Microcrédit, macroproblèmes

Le modèle économique du microcrédit aide de nombreuses personnes, en majorité des femmes, à sortir de la pauvreté. Mais les effets pervers se multiplient

Fin 2009, 3600 institutions de microfinance (IMF) ont affirmé servir plus de 190 millions de clients dans le monde. Et environ 82% de ces clients sont des femmes. Ces chiffres, publiés en mars dans le rapport 2011 de la Campagne du Sommet du microcrédit, illustrent l’essor de ce système qui a émergé dans les années 1970. Ils semblent justifier les espoirs placés en lui dans la lutte contre la pauvreté et pour l’autonomisation de la femme. Il existe en effet de très nombreux témoignages où le succès a été au rendez-vous et qui ont vu des pauvres devenir moins pauvres et des femmes prendre leur destin en main. Mais les effets pervers du système, dont le surendettement, prennent également de l’ampleur à mesure que la microfinance se développe et se répand dans le monde. Et ce côté négatif ne doit pas être passé sous silence, sous peine qu’il finisse par miner l’ensemble du système, estime Fenneke Reysoo, chargée de cours à l’Institut de hautes études internationales et du développement (IHEID) où elle est coresponsable du Pôle Genre et développement.

Le système moderne du microcrédit a été inventé et développé entre autres par Muhammad Yunus, Prix Nobel de la paix en 2006. Au début des années 1970, ce professeur d’économie à l’Université de Chittagong au Bangladesh applique d’abord le concept aux villageois des alentours. Encouragé par le succès de ses expériences, il fonde la Grameen Bank (dont il vient de démissionner en mai dans un contexte politico-juridique encore flou) qui connaît un développement important.

L’objectif affiché par la Grameen Bank et ses nombreux successeurs est de se tourner vers les personnes exclues du système bancaire et qui, pour cette raison, ne parviennent pas à sortir de la pauvreté. Selon les experts, l’octroi d’un prêt modeste pourrait suffire à lancer une petite entreprise ou soutenir un petit développement qui permettrait aux individus concernés de gagner en autonomie et de sortir de la misère. Voilà pour la théorie.
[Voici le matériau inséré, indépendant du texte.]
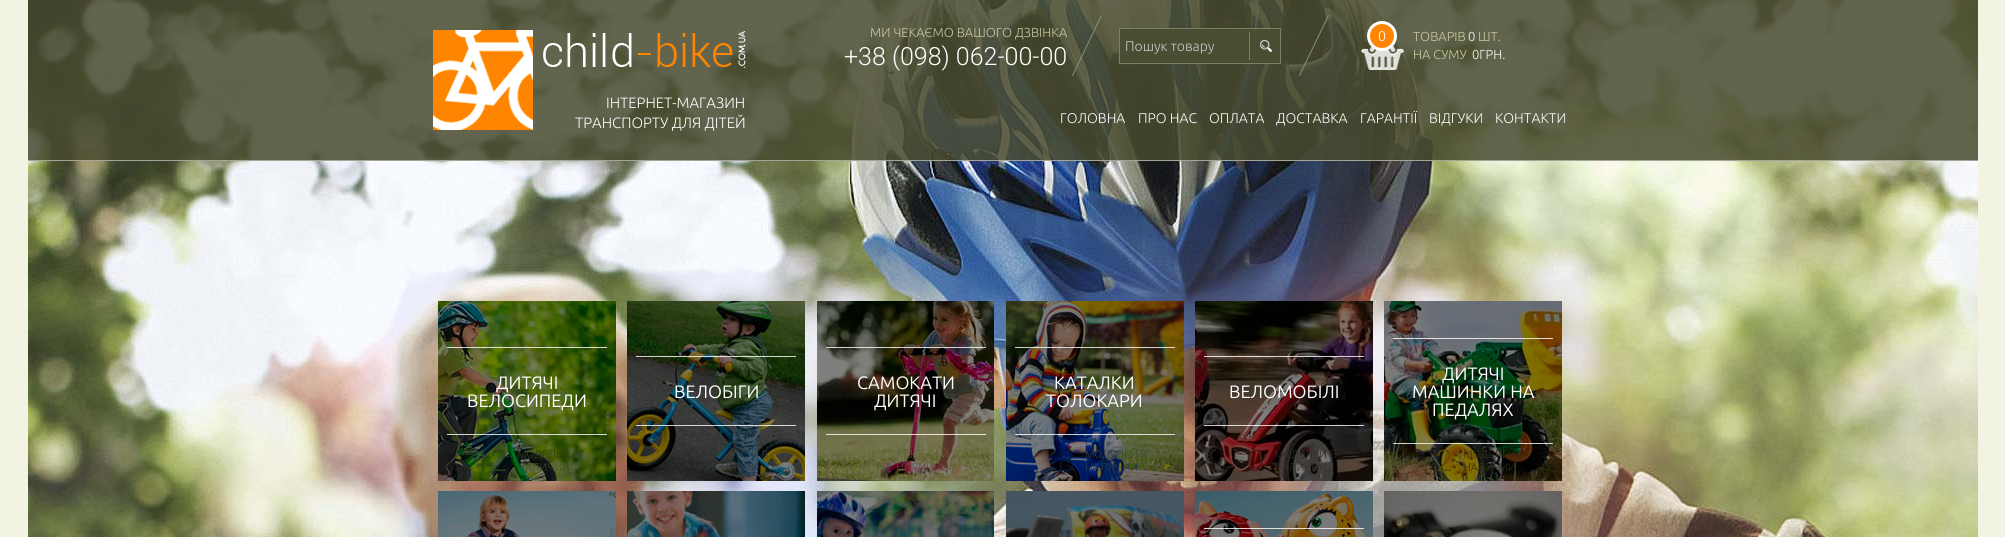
#include <cairo/cairo.h>
#include <math.h>
#include <stddef.h>

typedef struct { double x, y; const char *s; } line_t;
static cairo_t *cr;

static void rgb(unsigned color)
{
	cairo_set_source_rgb(cr, (color >> 16) / 255.0, (color >> 8 & 255) / 255.0, (color & 255) / 255.0);
}

static void image(const char *path, double x, double y, double w, double h)
{
	cairo_surface_t *image = cairo_image_surface_create_from_png(path);
	cairo_save(cr);
	cairo_set_source_surface(cr, image, x, y);
	cairo_rectangle(cr, x, y, w, h);
	cairo_fill(cr);
	cairo_restore(cr);
	cairo_surface_destroy(image);
}

int main(void) {
	cairo_surface_t *surface = cairo_image_surface_create(CAIRO_FORMAT_RGB24, 2005, 537);
	cr = cairo_create(surface);
	cairo_font_options_t *options = cairo_font_options_create();
	cairo_font_options_set_hint_metrics(options, CAIRO_HINT_METRICS_OFF);
	cairo_font_options_set_hint_style(options, CAIRO_HINT_STYLE_NONE);
	cairo_set_font_options(cr, options);
	cairo_set_miter_limit(cr, 4);
	rgb(0xf2f3e3);
	cairo_paint(cr);
	image("img/1.png", 28, 0, 1950, 537);
	cairo_set_source_rgba(cr, 0.282, 0.29, 0.18, 0.85);
	cairo_rectangle(cr, 28, 0, 1950, 160);
	cairo_fill(cr);
	rgb(0xa4a597);
	cairo_rectangle(cr, 28, 160, 1950, 1);
	cairo_fill(cr);
	image("img/2.png", 433, 30, 313, 100);
	image("img/3.png", 1072, 15, 30, 61);
	rgb(0x4b4d33);
	cairo_rectangle(cr, 1119.5, 28.5, 161, 35);
	cairo_fill_preserve(cr);
	rgb(0x7b8163);
	cairo_set_line_width(cr, 1);
	cairo_stroke(cr);
	image("img/4.png", 1260, 40, 12, 12);
	cairo_rectangle(cr, 1249, 32, 1, 28);
	cairo_fill(cr);
	image("img/5.png", 1299, 15, 30, 61);
	image("img/6.png", 1361, 45, 43, 25);
	rgb(0xff8400);
	cairo_arc(cr, 1382, 36, 13.5, 0, 2 * M_PI);
	cairo_fill_preserve(cr);
	rgb(0xffffff);
	cairo_set_line_width(cr, 3);
	cairo_stroke(cr);
	image("img/7.png", 438, 301, 178, 180);
	image("img/8.png", 627, 301, 178, 180);
	image("img/9.png", 817, 301, 177, 180);
	image("img/10.png", 1006, 301, 178, 180);
	image("img/11.png", 1195, 301, 178, 180);
	image("img/12.png", 1384, 301, 178, 180);
	image("img/13.png", 438, 491, 178, 46);
	image("img/14.png", 627, 491, 178, 46);
	image("img/15.png", 817, 491, 177, 46);
	image("img/16.png", 1006, 491, 178, 46);
	image("img/17.png", 1195, 491, 178, 46);
	cairo_set_source_rgba(cr, 1, 1, 1, 0.8);
	cairo_rectangle(cr, 1204, 528, 160, 1);
	cairo_fill(cr);
	image("img/18.png", 1384, 491, 178, 46);
	cairo_select_font_face(cr, "Ubuntu Light", CAIRO_FONT_SLANT_NORMAL, CAIRO_FONT_WEIGHT_NORMAL);
	cairo_set_font_size(cr, 15);
	rgb(0xffffff);
	cairo_move_to(cr, 606, 108);
	cairo_show_text(cr, "ІНТЕРНЕТ-МАГАЗИН");
	cairo_move_to(cr, 575, 128);
	cairo_show_text(cr, "ТРАНСПОРТУ ДЛЯ ДІТЕЙ");
	cairo_set_font_size(cr, 13);
	rgb(0xc9cca2);
	cairo_move_to(cr, 870, 37);
	cairo_show_text(cr, "МИ ЧЕКАЄМО ВАШОГО ДЗВІНКА");
	cairo_select_font_face(cr, "Roboto Light", CAIRO_FONT_SLANT_NORMAL, CAIRO_FONT_WEIGHT_NORMAL);
	cairo_set_font_size(cr, 25);
	rgb(0xffffff);
	cairo_move_to(cr, 844, 65);
	cairo_show_text(cr, "+38 (098) 062-00-00");
	cairo_select_font_face(cr, "Ubuntu Light", CAIRO_FONT_SLANT_NORMAL, CAIRO_FONT_WEIGHT_NORMAL);
	cairo_set_font_size(cr, 14);
	rgb(0xcccccc);
	cairo_move_to(cr, 1125, 51);
	cairo_show_text(cr, "Пошук товару");
	rgb(0xffffff);
	cairo_move_to(cr, 1378, 41);
	cairo_show_text(cr, "0");
	cairo_set_font_size(cr, 13);
	rgb(0xc9cca2);
	cairo_move_to(cr, 1413, 41);
	cairo_show_text(cr, "ТОВАРІВ");
	rgb(0xffffff);
	cairo_move_to(cr, 1468, 41);
	cairo_show_text(cr, "0");
	rgb(0xc9cca2);
	cairo_move_to(cr, 1478, 41);
	cairo_show_text(cr, "ШТ.");
	cairo_move_to(cr, 1413, 59);
	cairo_show_text(cr, "НА СУМУ");
	rgb(0xffffff);
	cairo_move_to(cr, 1472, 59);
	cairo_show_text(cr, "0ГРН.");
	cairo_set_font_size(cr, 14);
	{
		static const line_t items[] = {
			{1060, 123, "ГОЛОВНА"},
			{1138, 123, "ПРО НАС"},
			{1209, 123, "ОПЛАТА"},
			{1276, 123, "ДОСТАВКА"},
			{1360, 123, "ГАРАНТІЇ"},
			{1429, 123, "ВІДГУКИ"},
			{1495, 123, "КОНТАКТИ"},
		};
		for (size_t i = 0; i < sizeof items / sizeof *items; i++) {
			cairo_move_to(cr, items[i].x, items[i].y);
			cairo_show_text(cr, items[i].s);
		}
	}
	cairo_select_font_face(cr, "Roboto Light", CAIRO_FONT_SLANT_NORMAL, CAIRO_FONT_WEIGHT_NORMAL);
	cairo_set_font_size(cr, 30);
	rgb(0x548538);
	cairo_move_to(cr, 474, 471);
	cairo_show_text(cr, "12");
	cairo_set_font_size(cr, 11);
	rgb(0x5b7f23);
	cairo_move_to(cr, 517, 458);
	cairo_show_text(cr, "МОДЕЛЕЙ В");
	rgb(0x7da253);
	cairo_move_to(cr, 517, 471);
	cairo_show_text(cr, "НАЛИЧИИ");
	cairo_set_source_rgba(cr, 0, 0, 0, 0.5);
	cairo_rectangle(cr, 438, 301, 178, 180);
	cairo_fill(cr);
	cairo_select_font_face(cr, "Ubuntu", CAIRO_FONT_SLANT_NORMAL, CAIRO_FONT_WEIGHT_NORMAL);
	cairo_set_font_size(cr, 18);
	rgb(0xffffff);
	cairo_move_to(cr, 467, 407);
	cairo_show_text(cr, "ВЕЛОСИПЕДИ");
	cairo_move_to(cr, 496, 389);
	cairo_show_text(cr, "ДИТЯЧІ");
	cairo_set_source_rgba(cr, 1, 1, 1, 0.8);
	cairo_rectangle(cr, 447, 434, 160, 1);
	cairo_fill(cr);
	cairo_rectangle(cr, 447, 347, 160, 1);
	cairo_fill(cr);
	cairo_select_font_face(cr, "Roboto Light", CAIRO_FONT_SLANT_NORMAL, CAIRO_FONT_WEIGHT_NORMAL);
	cairo_set_font_size(cr, 11);
	rgb(0x52717c);
	cairo_move_to(cr, 751, 458);
	cairo_show_text(cr, "Й В");
	rgb(0x627884);
	cairo_move_to(cr, 706, 471);
	cairo_show_text(cr, "НАЛИЧИИ");
	cairo_set_source_rgba(cr, 0, 0, 0, 0.5);
	cairo_rectangle(cr, 627, 301, 178, 180);
	cairo_fill(cr);
	cairo_select_font_face(cr, "Ubuntu", CAIRO_FONT_SLANT_NORMAL, CAIRO_FONT_WEIGHT_NORMAL);
	cairo_set_font_size(cr, 18);
	rgb(0xffffff);
	cairo_move_to(cr, 674, 398);
	cairo_show_text(cr, "ВЕЛОБІГИ");
	cairo_set_source_rgba(cr, 1, 1, 1, 0.8);
	cairo_rectangle(cr, 636, 425, 160, 1);
	cairo_fill(cr);
	cairo_rectangle(cr, 636, 356, 160, 1);
	cairo_fill(cr);
	cairo_select_font_face(cr, "Roboto Light", CAIRO_FONT_SLANT_NORMAL, CAIRO_FONT_WEIGHT_NORMAL);
	cairo_set_font_size(cr, 11);
	rgb(0xccbe7c);
	cairo_move_to(cr, 896, 458);
	cairo_show_text(cr, "МОДЕЛЕЙ В");
	rgb(0xcd8985);
	cairo_move_to(cr, 896, 471);
	cairo_show_text(cr, "НАЛИЧИИ");
	cairo_set_source_rgba(cr, 0, 0, 0, 0.5);
	cairo_rectangle(cr, 817, 301, 177, 180);
	cairo_fill(cr);
	cairo_select_font_face(cr, "Ubuntu", CAIRO_FONT_SLANT_NORMAL, CAIRO_FONT_WEIGHT_NORMAL);
	cairo_set_font_size(cr, 18);
	rgb(0xffffff);
	cairo_move_to(cr, 874, 407);
	cairo_show_text(cr, "ДИТЯЧІ");
	cairo_move_to(cr, 857, 389);
	cairo_show_text(cr, "САМОКАТИ");
	cairo_set_source_rgba(cr, 1, 1, 1, 0.8);
	cairo_rectangle(cr, 826, 434, 160, 1);
	cairo_fill(cr);
	cairo_rectangle(cr, 826, 347, 160, 1);
	cairo_fill(cr);
	cairo_select_font_face(cr, "Roboto Light", CAIRO_FONT_SLANT_NORMAL, CAIRO_FONT_WEIGHT_NORMAL);
	cairo_set_font_size(cr, 30);
	rgb(0x0d286c);
	cairo_move_to(cr, 1058, 471);
	cairo_show_text(cr, "8");
	cairo_set_font_size(cr, 11);
	rgb(0x71897f);
	cairo_move_to(cr, 1085, 458);
	cairo_show_text(cr, "МОДЕЛЕЙ В");
	rgb(0x517497);
	cairo_move_to(cr, 1085, 471);
	cairo_show_text(cr, "НАЛИЧИИ");
	cairo_set_source_rgba(cr, 0, 0, 0, 0.5);
	cairo_rectangle(cr, 1006, 301, 178, 180);
	cairo_fill(cr);
	cairo_select_font_face(cr, "Ubuntu", CAIRO_FONT_SLANT_NORMAL, CAIRO_FONT_WEIGHT_NORMAL);
	cairo_set_font_size(cr, 18);
	rgb(0xffffff);
	cairo_move_to(cr, 1046, 407);
	cairo_show_text(cr, "ТОЛОКАРИ");
	cairo_move_to(cr, 1054, 389);
	cairo_show_text(cr, "КАТАЛКИ");
	cairo_set_source_rgba(cr, 1, 1, 1, 0.8);
	cairo_rectangle(cr, 1015, 434, 160, 1);
	cairo_fill(cr);
	cairo_rectangle(cr, 1015, 347, 160, 1);
	cairo_fill(cr);
	cairo_select_font_face(cr, "Roboto Light", CAIRO_FONT_SLANT_NORMAL, CAIRO_FONT_WEIGHT_NORMAL);
	cairo_set_font_size(cr, 30);
	rgb(0x9c3834);
	cairo_move_to(cr, 1247, 471);
	cairo_show_text(cr, "0");
	cairo_set_font_size(cr, 11);
	rgb(0x61524d);
	cairo_move_to(cr, 1274, 458);
	cairo_show_text(cr, "МОДЕЛЕЙ В");
	rgb(0x70665f);
	cairo_move_to(cr, 1274, 471);
	cairo_show_text(cr, "НАЛИЧИИ");
	cairo_set_source_rgba(cr, 0, 0, 0, 0.5);
	cairo_rectangle(cr, 1195, 301, 178, 180);
	cairo_fill(cr);
	cairo_select_font_face(cr, "Ubuntu", CAIRO_FONT_SLANT_NORMAL, CAIRO_FONT_WEIGHT_NORMAL);
	cairo_set_font_size(cr, 18);
	rgb(0xffffff);
	cairo_move_to(cr, 1229, 398);
	cairo_show_text(cr, "ВЕЛОМОБІЛІ");
	cairo_set_source_rgba(cr, 1, 1, 1, 0.8);
	cairo_rectangle(cr, 1204, 425, 160, 1);
	cairo_fill(cr);
	cairo_rectangle(cr, 1204, 356, 160, 1);
	cairo_fill(cr);
	cairo_select_font_face(cr, "Roboto Light", CAIRO_FONT_SLANT_NORMAL, CAIRO_FONT_WEIGHT_NORMAL);
	cairo_set_font_size(cr, 30);
	rgb(0xb69314);
	cairo_move_to(cr, 1436, 471);
	cairo_show_text(cr, "2");
	cairo_set_font_size(cr, 11);
	rgb(0x705d22);
	cairo_move_to(cr, 1463, 458);
	cairo_show_text(cr, "МОДЕЛЕЙ В");
	rgb(0x615a28);
	cairo_move_to(cr, 1463, 471);
	cairo_show_text(cr, "НАЛИЧИИ");
	cairo_set_source_rgba(cr, 0, 0, 0, 0.5);
	cairo_rectangle(cr, 1384, 301, 178, 180);
	cairo_fill(cr);
	cairo_select_font_face(cr, "Ubuntu", CAIRO_FONT_SLANT_NORMAL, CAIRO_FONT_WEIGHT_NORMAL);
	cairo_set_font_size(cr, 18);
	rgb(0xffffff);
	{
		static const line_t items[] = {
			{1432, 416, "ПЕДАЛЯХ"},
			{1412, 398, "МАШИНКИ НА"},
			{1442, 380, "ДИТЯЧІ"},
		};
		for (size_t i = 0; i < sizeof items / sizeof *items; i++) {
			cairo_move_to(cr, items[i].x, items[i].y);
			cairo_show_text(cr, items[i].s);
		}
	}
	cairo_set_source_rgba(cr, 1, 1, 1, 0.8);
	cairo_rectangle(cr, 1393, 443, 160, 1);
	cairo_fill(cr);
	cairo_rectangle(cr, 1393, 338, 160, 1);
	cairo_fill(cr);
	cairo_surface_write_to_png(surface, "page.png");
	cairo_font_options_destroy(options);
	cairo_destroy(cr);
	cairo_surface_destroy(surface);
	return 0;
}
Dès le départ, la plupart des IMF ciblent les femmes (parfois exclusivement) considérant que les inégalités et les discriminations dont celles-ci sont victimes, notamment dans leur foyer, les rendent obligatoirement plus pauvres que les hommes. «La microfinance a reçu le soutien du discours féministe qui ne pouvait qu’apprécier cette façon de favoriser l’empowerment des femmes, commente Fenneke Reysoo. Le microcrédit a été perçu comme un moyen de donner aux femmes des revenus dont elles étaient dépourvues jusqu’alors et qui leur permettent de participer davantage à la gestion de la famille.»

Frisant l’usure

Le problème est que les IMF doivent concilier deux idéaux qui, en général, s’opposent: aider les pauvres et faire de l’argent, du moins suffisamment pour pouvoir se passer, à terme, des subventions qui alimentent la grande majorité d’entre elles. En d’autres termes, le crédit, qu’il soit micro ou non, ne correspond à rien d’autre, du point de vue de la personne qui emprunte, qu’à un endettement qui s’accroît à mesure que le temps passe et que les intérêts s’accumulent. Et ces derniers ne sont pas négligeables: entre 10 et 20% par mois pour la plupart d’entre eux, bien que certains affichent des taux encore plus élevés, frisant parfois l’usure. Et il n’est pas rare que l’institution réclame les premières traites une semaine déjà après l’obtention du crédit.

Résultat: les personnes qui empruntent, même des petits montants, doivent immédiatement entrer dans une logique de croissance. Ainsi, la femme qui s’achète une machine à coudre est poussée à produire sans attendre des biens qu’elle devra vendre. Ayant souvent moins l’opportunité, contrairement aux hommes, de couvrir de grandes distances, sa clientèle est proche et généralement connue, ce qui l’oblige à appliquer des marges minimes. Dans certains cas, ces contraintes de remboursement peuvent donc l’amener à s’auto-exploiter.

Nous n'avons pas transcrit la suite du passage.